§ **Required work**:
In the entries below, count the lines that include the word "nodes" and reply with the number alone.

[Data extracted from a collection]
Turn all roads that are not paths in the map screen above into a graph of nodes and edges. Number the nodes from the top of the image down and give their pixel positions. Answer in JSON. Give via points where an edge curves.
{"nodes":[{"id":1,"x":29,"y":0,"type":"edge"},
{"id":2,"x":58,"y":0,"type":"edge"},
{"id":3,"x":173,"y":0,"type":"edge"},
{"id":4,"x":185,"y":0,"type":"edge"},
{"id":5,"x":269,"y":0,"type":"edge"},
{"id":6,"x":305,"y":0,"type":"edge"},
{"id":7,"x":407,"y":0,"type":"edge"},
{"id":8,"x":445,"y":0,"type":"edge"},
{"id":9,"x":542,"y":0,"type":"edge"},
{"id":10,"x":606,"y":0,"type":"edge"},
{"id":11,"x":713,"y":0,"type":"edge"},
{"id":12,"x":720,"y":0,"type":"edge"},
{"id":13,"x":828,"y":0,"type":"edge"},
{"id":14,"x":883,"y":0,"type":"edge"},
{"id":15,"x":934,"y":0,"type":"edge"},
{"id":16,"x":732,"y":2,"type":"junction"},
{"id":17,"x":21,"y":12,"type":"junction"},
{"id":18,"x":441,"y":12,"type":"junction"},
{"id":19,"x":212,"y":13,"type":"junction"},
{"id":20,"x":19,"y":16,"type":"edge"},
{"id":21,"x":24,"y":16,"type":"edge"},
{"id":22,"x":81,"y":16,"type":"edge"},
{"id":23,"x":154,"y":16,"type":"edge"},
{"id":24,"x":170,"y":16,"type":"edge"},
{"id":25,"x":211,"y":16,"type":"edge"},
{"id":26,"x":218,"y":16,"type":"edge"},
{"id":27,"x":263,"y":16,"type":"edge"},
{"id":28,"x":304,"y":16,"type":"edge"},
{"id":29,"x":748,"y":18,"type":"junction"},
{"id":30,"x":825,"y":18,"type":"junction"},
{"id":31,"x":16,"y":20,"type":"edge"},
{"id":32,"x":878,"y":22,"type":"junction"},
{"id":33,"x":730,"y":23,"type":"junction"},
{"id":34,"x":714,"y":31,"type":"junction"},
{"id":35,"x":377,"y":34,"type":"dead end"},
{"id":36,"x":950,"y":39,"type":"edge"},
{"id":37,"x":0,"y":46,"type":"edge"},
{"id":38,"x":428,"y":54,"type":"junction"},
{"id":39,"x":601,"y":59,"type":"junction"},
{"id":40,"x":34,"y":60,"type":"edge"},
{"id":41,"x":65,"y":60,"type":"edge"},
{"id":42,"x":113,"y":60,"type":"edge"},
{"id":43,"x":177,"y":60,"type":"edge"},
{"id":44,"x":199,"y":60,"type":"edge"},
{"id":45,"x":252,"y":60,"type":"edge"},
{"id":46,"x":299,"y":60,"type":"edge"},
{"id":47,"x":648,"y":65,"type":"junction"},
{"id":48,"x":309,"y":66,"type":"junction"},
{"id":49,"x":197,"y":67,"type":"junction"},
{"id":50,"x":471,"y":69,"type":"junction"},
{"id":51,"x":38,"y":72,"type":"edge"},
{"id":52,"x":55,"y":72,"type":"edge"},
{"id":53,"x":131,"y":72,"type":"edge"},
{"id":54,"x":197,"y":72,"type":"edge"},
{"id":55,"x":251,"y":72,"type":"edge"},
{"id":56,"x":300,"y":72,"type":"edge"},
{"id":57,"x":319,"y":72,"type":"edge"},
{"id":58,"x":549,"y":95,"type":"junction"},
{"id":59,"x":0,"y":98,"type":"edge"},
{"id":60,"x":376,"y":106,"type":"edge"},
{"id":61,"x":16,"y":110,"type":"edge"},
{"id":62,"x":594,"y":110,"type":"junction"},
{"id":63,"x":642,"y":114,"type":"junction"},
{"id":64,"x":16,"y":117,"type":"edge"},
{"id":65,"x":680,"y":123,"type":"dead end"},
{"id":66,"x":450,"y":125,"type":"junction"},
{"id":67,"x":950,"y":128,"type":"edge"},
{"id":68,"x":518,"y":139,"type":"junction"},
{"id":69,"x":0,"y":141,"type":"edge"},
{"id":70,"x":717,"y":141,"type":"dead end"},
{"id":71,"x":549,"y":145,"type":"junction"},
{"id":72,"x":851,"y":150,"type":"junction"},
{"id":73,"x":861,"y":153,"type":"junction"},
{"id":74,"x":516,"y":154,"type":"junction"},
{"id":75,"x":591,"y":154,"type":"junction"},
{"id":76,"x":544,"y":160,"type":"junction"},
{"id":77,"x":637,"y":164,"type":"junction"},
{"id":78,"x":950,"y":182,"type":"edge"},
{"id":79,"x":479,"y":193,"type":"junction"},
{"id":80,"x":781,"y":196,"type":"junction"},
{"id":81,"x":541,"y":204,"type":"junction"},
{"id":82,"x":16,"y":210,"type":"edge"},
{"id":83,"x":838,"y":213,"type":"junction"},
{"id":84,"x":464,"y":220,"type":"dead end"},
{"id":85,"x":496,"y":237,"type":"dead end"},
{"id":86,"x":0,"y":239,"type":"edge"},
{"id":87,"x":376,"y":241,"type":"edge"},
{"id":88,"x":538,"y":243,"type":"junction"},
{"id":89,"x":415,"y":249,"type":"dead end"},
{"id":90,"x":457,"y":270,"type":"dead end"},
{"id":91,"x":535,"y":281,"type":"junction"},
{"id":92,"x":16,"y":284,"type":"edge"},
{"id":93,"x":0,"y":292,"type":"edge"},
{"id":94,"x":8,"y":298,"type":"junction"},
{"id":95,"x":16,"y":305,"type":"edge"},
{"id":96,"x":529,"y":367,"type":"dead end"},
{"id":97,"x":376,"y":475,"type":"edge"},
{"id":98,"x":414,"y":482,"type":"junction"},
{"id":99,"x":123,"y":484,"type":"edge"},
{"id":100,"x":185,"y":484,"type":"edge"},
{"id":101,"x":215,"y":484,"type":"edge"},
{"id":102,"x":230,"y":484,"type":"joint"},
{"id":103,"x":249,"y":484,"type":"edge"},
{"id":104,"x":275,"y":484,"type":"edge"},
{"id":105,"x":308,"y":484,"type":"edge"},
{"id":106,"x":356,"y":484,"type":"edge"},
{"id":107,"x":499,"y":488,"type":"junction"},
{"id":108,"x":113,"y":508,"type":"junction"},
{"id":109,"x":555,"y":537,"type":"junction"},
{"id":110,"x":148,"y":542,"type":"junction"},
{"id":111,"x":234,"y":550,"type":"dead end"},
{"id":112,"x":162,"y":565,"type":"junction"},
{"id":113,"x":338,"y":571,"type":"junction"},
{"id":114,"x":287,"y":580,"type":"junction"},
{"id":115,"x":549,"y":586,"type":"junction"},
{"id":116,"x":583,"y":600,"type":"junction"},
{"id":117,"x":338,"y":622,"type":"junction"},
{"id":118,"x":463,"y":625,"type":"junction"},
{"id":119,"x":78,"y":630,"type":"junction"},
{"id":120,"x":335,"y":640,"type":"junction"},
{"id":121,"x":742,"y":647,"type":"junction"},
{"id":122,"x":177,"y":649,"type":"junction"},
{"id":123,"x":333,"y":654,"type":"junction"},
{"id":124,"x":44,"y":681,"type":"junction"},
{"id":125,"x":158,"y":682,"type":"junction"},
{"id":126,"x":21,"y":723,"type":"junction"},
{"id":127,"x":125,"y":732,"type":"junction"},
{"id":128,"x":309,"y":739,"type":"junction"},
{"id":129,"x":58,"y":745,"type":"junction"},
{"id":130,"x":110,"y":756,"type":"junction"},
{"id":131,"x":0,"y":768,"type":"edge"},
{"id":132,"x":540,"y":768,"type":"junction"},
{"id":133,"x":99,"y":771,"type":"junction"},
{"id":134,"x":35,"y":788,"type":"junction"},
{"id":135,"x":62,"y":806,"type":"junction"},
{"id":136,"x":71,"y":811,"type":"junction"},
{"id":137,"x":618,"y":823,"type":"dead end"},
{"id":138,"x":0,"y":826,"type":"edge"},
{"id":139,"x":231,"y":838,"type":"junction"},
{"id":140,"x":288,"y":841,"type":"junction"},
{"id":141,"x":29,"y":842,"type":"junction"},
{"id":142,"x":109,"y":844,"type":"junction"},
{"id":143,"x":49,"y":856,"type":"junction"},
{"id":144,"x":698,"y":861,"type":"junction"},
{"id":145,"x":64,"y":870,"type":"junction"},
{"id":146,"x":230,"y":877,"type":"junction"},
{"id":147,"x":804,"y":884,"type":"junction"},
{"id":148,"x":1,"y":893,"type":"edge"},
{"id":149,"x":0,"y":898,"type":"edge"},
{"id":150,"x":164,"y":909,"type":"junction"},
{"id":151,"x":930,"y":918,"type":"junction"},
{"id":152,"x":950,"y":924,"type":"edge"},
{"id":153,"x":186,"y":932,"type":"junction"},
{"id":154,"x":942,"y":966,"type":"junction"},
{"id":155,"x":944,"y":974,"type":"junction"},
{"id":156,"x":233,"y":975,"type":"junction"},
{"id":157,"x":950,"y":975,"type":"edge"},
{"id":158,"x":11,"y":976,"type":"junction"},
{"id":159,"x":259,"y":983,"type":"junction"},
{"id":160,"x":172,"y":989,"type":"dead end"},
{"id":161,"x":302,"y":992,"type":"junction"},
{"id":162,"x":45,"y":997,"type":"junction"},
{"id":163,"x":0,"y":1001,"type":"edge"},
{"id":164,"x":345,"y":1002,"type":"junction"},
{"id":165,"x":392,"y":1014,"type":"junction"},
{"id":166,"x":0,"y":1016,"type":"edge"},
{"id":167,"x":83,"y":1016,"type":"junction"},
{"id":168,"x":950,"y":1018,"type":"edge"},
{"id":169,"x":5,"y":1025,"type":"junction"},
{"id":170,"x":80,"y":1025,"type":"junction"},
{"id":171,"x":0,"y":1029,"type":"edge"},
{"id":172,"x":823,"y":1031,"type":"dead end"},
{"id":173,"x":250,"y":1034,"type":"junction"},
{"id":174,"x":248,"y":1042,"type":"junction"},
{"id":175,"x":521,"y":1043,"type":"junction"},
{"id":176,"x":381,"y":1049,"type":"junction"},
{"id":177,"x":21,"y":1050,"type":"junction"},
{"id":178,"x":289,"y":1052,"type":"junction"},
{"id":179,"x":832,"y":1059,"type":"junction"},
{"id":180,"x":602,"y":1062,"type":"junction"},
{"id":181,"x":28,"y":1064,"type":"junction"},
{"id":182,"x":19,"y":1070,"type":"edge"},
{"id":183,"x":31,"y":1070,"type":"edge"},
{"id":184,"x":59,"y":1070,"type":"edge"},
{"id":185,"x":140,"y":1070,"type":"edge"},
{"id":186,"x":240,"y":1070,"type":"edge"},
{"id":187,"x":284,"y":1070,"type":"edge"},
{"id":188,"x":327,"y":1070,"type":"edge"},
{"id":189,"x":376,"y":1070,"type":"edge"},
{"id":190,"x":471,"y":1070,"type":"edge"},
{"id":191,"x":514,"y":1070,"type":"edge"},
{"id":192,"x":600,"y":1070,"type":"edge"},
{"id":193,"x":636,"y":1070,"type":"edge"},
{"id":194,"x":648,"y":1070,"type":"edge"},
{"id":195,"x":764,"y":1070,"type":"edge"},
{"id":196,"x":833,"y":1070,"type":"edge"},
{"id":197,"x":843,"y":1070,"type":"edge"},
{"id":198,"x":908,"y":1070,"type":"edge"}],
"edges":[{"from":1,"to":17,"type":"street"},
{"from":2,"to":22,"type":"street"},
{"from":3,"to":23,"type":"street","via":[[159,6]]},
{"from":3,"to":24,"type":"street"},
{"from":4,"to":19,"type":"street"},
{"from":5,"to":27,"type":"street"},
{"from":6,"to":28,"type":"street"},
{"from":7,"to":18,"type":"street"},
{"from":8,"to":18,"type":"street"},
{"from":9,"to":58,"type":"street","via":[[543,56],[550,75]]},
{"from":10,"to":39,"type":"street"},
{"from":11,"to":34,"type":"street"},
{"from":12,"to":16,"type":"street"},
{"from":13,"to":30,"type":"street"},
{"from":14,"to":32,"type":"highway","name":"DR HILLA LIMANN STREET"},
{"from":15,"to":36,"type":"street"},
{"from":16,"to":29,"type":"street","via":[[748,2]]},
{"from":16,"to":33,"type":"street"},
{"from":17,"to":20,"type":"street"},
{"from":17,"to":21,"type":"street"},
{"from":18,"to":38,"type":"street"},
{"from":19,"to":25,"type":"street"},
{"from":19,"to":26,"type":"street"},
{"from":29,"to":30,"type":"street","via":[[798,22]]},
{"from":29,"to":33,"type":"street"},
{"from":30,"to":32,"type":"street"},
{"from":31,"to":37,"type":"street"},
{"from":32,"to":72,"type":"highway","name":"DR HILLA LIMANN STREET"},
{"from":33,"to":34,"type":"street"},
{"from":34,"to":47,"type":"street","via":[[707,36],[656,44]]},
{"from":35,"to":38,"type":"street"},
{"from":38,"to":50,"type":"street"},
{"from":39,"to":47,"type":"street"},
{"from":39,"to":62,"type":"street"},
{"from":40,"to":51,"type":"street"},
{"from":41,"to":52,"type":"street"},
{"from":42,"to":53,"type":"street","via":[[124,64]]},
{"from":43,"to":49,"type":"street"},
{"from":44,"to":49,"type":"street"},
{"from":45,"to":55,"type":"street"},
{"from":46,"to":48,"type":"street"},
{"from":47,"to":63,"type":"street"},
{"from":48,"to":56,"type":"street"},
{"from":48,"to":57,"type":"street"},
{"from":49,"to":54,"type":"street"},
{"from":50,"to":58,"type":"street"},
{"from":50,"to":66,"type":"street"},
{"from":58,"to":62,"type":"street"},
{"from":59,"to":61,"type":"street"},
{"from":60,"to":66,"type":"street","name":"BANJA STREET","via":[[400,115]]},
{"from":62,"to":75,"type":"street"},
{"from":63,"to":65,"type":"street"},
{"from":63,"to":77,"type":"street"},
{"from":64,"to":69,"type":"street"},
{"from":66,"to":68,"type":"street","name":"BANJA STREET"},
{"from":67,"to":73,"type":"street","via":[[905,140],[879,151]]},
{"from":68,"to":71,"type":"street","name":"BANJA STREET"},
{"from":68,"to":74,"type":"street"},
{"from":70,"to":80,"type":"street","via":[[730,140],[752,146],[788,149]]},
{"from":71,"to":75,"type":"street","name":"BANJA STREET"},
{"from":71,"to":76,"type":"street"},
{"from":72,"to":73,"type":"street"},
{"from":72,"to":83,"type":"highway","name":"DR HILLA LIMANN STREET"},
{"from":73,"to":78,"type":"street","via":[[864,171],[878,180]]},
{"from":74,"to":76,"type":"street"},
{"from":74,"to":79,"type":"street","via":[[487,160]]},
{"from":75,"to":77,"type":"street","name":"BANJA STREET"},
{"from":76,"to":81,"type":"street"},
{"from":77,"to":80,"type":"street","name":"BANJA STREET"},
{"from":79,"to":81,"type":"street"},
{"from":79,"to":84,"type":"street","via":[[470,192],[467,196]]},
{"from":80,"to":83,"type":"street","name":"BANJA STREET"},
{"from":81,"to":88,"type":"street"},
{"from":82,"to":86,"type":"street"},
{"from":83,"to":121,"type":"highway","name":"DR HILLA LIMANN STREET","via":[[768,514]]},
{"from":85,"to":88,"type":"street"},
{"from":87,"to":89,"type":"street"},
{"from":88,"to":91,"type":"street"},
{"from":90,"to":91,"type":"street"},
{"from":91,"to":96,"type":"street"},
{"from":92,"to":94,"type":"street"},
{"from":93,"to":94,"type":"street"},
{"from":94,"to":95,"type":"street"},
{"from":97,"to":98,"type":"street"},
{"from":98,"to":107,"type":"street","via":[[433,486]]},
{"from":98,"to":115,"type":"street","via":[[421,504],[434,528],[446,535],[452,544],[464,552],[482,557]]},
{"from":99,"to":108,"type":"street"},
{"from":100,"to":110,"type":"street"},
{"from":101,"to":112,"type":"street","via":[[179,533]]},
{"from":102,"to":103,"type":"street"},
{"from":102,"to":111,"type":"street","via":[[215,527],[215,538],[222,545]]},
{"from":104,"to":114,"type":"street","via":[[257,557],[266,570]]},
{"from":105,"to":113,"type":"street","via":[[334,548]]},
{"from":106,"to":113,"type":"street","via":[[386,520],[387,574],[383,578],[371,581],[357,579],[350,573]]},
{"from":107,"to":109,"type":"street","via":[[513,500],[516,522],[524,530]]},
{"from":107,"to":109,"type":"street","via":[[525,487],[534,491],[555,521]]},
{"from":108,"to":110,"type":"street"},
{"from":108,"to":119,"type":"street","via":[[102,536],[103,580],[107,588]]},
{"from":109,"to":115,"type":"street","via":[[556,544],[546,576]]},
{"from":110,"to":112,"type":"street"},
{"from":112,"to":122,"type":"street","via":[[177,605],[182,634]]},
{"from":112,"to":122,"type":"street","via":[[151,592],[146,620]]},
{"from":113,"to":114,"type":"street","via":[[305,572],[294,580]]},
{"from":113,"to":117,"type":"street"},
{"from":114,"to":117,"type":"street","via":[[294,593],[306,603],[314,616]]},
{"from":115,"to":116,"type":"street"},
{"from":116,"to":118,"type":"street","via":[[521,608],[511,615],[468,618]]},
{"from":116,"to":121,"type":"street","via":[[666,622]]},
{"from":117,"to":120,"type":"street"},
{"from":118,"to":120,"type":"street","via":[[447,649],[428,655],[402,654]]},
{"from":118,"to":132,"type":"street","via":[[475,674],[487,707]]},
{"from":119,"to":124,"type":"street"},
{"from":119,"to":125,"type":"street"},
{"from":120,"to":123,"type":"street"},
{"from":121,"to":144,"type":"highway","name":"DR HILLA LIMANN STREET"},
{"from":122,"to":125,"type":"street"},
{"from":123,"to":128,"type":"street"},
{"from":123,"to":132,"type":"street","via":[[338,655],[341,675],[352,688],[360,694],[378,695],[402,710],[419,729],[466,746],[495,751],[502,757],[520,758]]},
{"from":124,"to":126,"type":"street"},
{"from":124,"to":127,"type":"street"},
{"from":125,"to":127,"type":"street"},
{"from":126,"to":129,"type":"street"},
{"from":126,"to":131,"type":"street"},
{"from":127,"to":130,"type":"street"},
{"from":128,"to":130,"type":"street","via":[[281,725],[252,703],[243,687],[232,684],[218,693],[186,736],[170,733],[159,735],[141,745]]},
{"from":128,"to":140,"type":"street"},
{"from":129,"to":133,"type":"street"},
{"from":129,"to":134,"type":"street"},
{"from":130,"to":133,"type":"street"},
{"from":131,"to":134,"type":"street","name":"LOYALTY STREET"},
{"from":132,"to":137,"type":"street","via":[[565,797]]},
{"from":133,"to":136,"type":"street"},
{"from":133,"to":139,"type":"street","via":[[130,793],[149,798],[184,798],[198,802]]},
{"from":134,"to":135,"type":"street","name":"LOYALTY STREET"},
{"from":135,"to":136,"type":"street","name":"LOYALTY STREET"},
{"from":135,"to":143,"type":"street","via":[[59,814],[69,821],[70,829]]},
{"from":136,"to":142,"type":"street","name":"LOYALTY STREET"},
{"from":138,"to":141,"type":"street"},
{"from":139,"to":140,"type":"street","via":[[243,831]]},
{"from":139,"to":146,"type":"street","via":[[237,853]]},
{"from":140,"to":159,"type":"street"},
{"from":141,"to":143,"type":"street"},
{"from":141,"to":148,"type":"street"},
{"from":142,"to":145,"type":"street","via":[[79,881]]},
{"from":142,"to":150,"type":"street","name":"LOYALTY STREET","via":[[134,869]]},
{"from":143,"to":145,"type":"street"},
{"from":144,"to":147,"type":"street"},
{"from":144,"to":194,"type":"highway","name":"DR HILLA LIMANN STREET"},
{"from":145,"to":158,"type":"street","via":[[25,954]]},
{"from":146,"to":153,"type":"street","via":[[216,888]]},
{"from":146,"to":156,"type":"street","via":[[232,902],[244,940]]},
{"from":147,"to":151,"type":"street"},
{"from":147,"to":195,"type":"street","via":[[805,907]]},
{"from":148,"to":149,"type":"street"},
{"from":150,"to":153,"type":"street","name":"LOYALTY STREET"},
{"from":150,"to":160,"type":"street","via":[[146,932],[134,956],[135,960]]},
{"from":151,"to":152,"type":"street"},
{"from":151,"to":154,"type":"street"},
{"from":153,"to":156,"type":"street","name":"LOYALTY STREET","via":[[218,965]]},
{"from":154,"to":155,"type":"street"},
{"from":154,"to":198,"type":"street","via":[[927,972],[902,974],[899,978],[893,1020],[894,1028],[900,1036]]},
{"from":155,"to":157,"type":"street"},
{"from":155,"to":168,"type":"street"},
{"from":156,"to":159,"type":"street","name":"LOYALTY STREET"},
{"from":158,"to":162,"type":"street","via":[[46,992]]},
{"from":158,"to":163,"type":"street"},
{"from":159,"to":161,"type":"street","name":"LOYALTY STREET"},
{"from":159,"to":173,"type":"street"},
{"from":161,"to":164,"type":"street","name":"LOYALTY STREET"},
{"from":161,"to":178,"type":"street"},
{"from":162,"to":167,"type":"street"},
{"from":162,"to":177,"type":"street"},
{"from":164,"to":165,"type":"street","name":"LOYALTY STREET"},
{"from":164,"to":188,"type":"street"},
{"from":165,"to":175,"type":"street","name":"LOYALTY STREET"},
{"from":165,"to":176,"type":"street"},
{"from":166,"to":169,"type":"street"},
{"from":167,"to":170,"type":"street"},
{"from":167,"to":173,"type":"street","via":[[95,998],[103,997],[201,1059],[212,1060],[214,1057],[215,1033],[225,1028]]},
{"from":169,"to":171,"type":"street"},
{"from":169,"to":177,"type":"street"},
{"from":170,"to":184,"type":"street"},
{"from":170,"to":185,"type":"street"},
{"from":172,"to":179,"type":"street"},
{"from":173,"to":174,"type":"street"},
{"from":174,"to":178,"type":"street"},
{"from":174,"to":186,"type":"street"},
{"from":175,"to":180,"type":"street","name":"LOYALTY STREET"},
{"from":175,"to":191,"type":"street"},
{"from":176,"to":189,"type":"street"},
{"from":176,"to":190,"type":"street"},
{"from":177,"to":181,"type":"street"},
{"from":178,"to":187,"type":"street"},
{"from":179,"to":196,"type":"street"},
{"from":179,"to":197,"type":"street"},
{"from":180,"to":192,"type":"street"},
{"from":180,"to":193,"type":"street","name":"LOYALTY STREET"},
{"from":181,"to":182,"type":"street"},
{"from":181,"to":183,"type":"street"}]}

§ **Solution for this exercise**:
2